What kind of world are these filmmakers living in? In their portrayal of reality, the line between porn women, video women, hooker women, and normal yuppie women is weirdly non-existent. The normal women in this film apparently like to be harassed, groped, stalked and banged like whores by complete strangers. Thus his sexual habits are not a problem that interferes with his life in any way. Even his sexual failure with the African American woman is depicted as a strangely ambiguous event – maybe if he had just bent her over she would have been fine with him.
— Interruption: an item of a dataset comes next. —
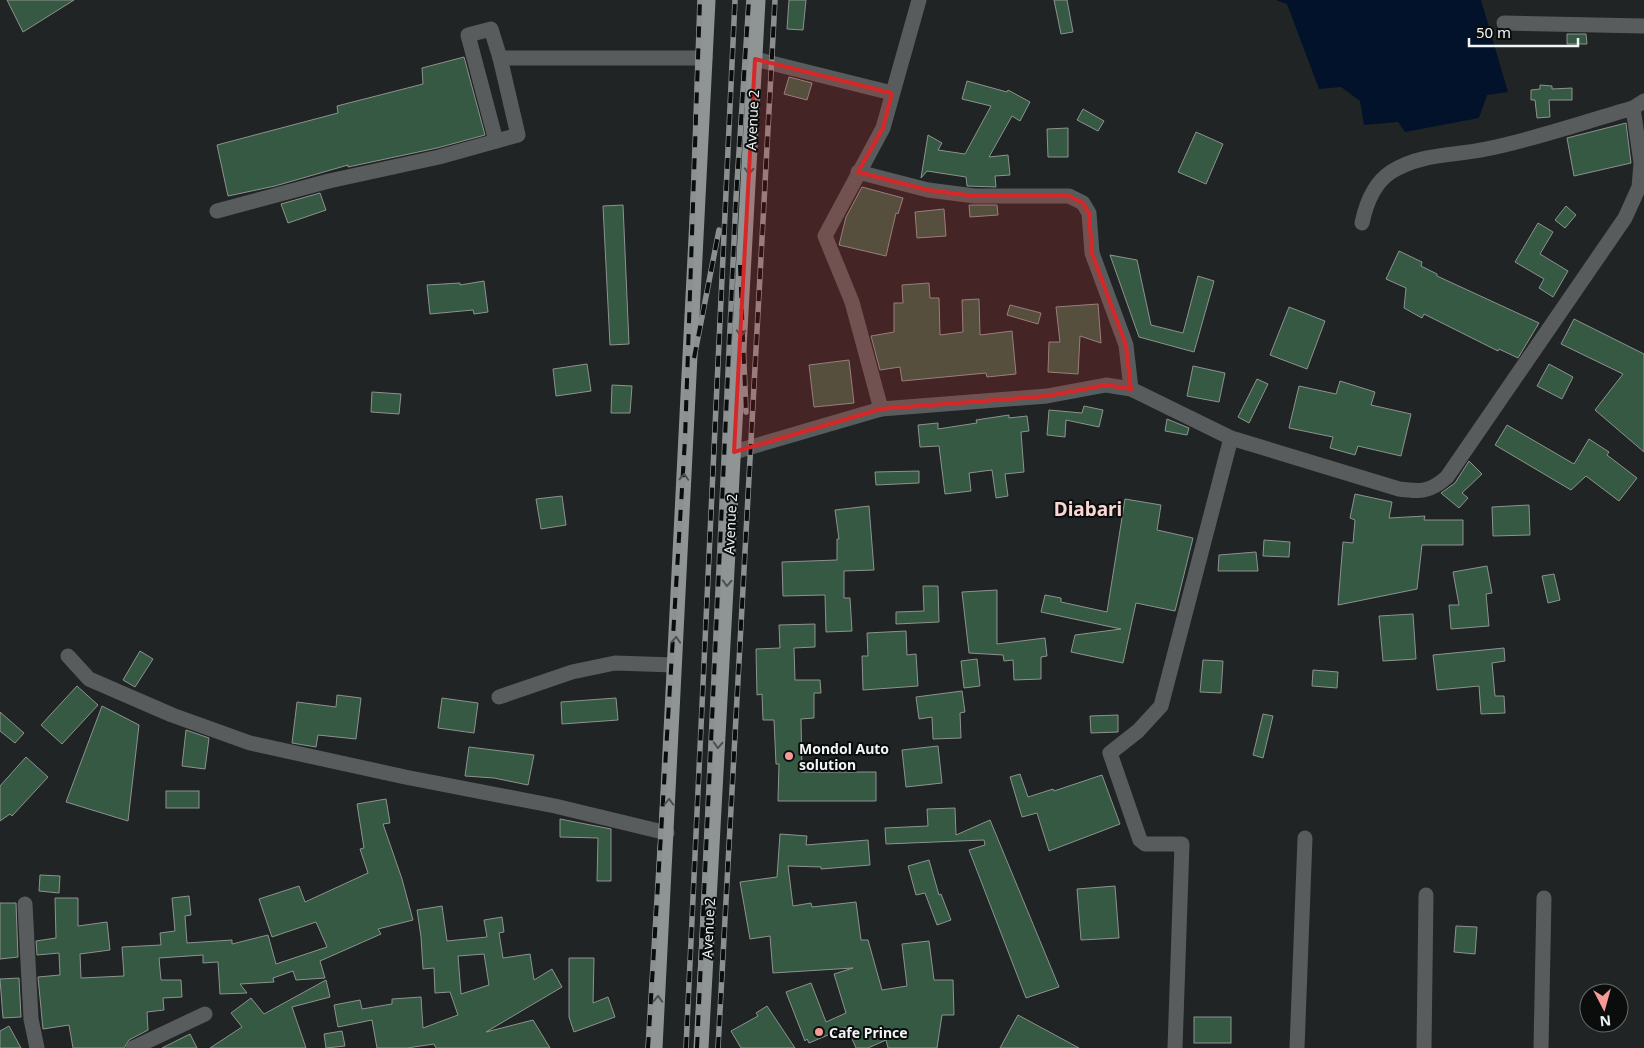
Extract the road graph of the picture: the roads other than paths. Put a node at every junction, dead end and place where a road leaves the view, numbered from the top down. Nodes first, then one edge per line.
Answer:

In fact, the only real “problem” in this film is his disconnection with his sister (who incidentally is also a raging sex-slut, like all the other women in the film.) So in the end, the message of this film runs something like this: His inability to discipline his sexual thoughts to a suitably Christian level of purity, and thereby resist the evil temptations of Woman, is wrecking his sense of family values. These filmmakers are like far-right religious whack-jobs who admire the sexual mores of Iran.
If you are thinking about watching this film, I’d watch For a Good Time Call … instead. Yes, it’s a silly comedy, but it’s a much more truthful and constructive depiction of human sexuality, and a much less warped depiction of women. Watching Shame is downright unhealthy.